*Task goal*: Check every line of the entries below for "graph", and copy the lines that have it.

*Records shown*:
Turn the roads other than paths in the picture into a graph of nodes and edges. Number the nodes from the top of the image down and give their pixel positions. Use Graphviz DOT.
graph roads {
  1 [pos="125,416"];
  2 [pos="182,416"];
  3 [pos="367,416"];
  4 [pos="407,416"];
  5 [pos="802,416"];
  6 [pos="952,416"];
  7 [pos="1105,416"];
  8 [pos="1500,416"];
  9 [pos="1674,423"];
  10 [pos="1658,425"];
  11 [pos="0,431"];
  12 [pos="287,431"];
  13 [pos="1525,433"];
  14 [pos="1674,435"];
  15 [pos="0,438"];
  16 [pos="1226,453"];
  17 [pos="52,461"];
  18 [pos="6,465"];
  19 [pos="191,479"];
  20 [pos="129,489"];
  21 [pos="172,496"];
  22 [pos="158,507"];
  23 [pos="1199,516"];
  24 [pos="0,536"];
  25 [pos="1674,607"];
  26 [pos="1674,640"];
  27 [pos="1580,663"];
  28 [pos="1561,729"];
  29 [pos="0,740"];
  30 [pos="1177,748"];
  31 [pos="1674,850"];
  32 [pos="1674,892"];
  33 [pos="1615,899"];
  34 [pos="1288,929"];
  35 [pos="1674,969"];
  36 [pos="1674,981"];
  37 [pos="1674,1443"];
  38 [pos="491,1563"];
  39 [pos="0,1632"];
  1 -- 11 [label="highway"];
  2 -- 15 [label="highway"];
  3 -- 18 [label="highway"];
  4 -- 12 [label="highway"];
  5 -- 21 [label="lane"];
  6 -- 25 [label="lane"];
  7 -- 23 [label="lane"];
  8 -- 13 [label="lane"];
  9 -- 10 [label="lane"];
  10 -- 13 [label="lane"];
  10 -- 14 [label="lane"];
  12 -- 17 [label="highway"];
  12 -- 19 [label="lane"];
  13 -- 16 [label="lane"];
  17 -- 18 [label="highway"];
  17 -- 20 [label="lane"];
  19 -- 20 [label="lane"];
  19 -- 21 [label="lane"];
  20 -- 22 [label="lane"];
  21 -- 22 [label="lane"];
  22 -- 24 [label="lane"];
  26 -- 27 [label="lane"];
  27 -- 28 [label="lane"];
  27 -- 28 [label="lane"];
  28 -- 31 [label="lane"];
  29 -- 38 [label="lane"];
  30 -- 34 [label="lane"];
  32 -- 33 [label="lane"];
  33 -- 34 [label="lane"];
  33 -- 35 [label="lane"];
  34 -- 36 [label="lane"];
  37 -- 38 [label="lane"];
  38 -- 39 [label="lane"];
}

*Exercise answer*:
Turn the roads other than paths in the picture into a graph of nodes and edges. Number the nodes from the top of the image down and give their pixel positions. Use Graphviz DOT.
graph roads {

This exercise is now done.